(GIVEN RECORDS begins)

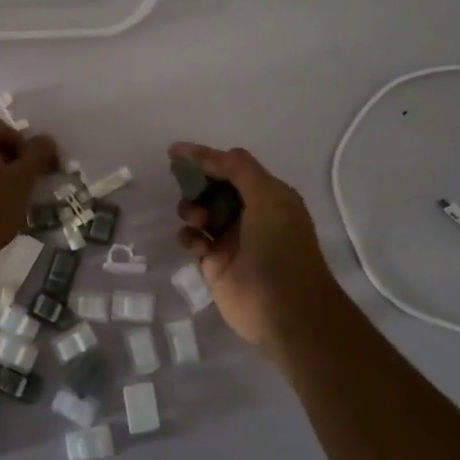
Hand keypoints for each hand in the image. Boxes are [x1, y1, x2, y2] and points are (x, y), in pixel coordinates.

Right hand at [170, 143, 343, 358]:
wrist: (284, 308)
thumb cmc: (280, 245)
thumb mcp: (267, 195)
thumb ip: (237, 168)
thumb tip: (205, 155)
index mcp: (268, 196)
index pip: (233, 167)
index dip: (206, 157)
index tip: (175, 151)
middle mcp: (250, 215)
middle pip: (214, 188)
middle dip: (197, 183)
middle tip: (181, 183)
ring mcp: (232, 241)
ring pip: (201, 213)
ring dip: (192, 209)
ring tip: (196, 219)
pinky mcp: (215, 265)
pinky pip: (194, 241)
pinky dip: (188, 236)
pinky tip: (193, 241)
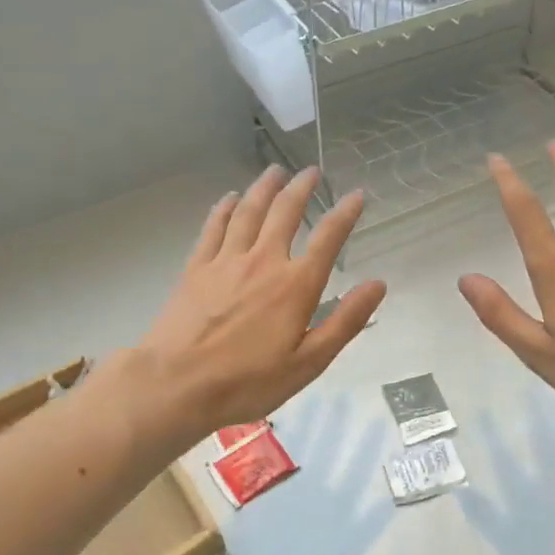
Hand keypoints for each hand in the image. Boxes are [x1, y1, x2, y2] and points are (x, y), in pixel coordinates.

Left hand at [133, 166, 384, 443]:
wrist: (176, 384)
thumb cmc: (248, 381)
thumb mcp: (308, 363)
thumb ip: (345, 321)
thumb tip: (377, 284)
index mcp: (295, 285)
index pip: (328, 238)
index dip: (345, 213)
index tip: (357, 195)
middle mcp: (263, 261)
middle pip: (285, 212)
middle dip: (302, 188)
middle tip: (312, 171)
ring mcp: (226, 261)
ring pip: (248, 211)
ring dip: (265, 187)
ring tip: (275, 170)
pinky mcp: (196, 267)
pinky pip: (213, 227)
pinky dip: (224, 208)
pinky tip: (229, 197)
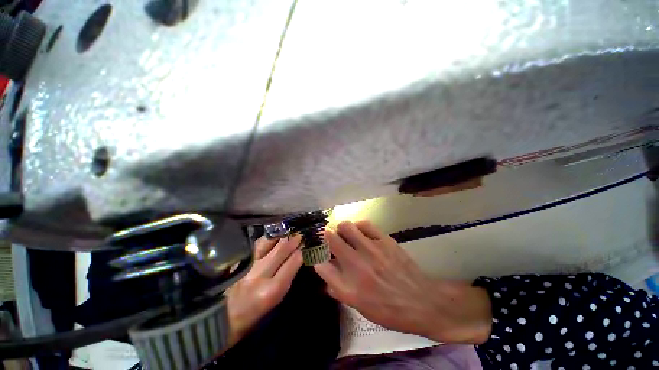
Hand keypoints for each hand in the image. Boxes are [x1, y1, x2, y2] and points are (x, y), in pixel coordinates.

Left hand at [226, 235, 302, 346]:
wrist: (221, 320)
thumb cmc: (253, 317)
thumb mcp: (276, 300)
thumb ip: (288, 276)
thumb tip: (299, 256)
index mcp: (272, 290)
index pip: (294, 261)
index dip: (304, 249)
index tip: (309, 242)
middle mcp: (259, 274)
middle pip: (282, 247)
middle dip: (295, 237)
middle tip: (302, 231)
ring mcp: (247, 265)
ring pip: (269, 241)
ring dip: (282, 233)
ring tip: (290, 228)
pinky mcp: (239, 261)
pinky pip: (257, 243)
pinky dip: (268, 236)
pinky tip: (274, 233)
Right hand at [314, 220, 491, 343]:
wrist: (421, 302)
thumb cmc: (389, 310)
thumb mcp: (360, 307)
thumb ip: (338, 289)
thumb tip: (324, 272)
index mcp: (348, 287)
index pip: (321, 265)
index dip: (315, 254)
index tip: (315, 250)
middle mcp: (356, 266)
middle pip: (330, 239)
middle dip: (324, 235)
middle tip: (327, 236)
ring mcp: (371, 250)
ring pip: (346, 226)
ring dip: (341, 228)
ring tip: (343, 232)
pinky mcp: (385, 241)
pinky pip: (365, 224)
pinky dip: (358, 225)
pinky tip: (360, 231)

(GIVEN RECORDS ends)

TASK OBJECTIVE. Would you quote, exactly and only, the lines from the one containing "ring tip: (290, 228)" to the end of the entries?

TASK RESPONSE.
ring tip: (290, 228)
pinky mcp: (239, 261)
pinky pip: (257, 243)
pinky dip: (268, 236)
pinky tip: (274, 233)
Right hand at [314, 220, 491, 343]:
wrist: (421, 302)
thumb cmc: (389, 310)
thumb mcp: (360, 307)
thumb ip: (338, 289)
thumb tip: (324, 272)
index mcp: (348, 287)
index pip: (321, 265)
index dip: (315, 254)
index tip: (315, 250)
middle mcp: (356, 266)
middle pip: (330, 239)
middle dip: (324, 235)
middle tip: (327, 236)
ring mcp: (371, 250)
ring pip: (346, 226)
ring dip: (341, 228)
ring tip: (343, 232)
pinky mcp: (385, 241)
pinky pip: (365, 224)
pinky dip: (358, 225)
pinky tip: (360, 231)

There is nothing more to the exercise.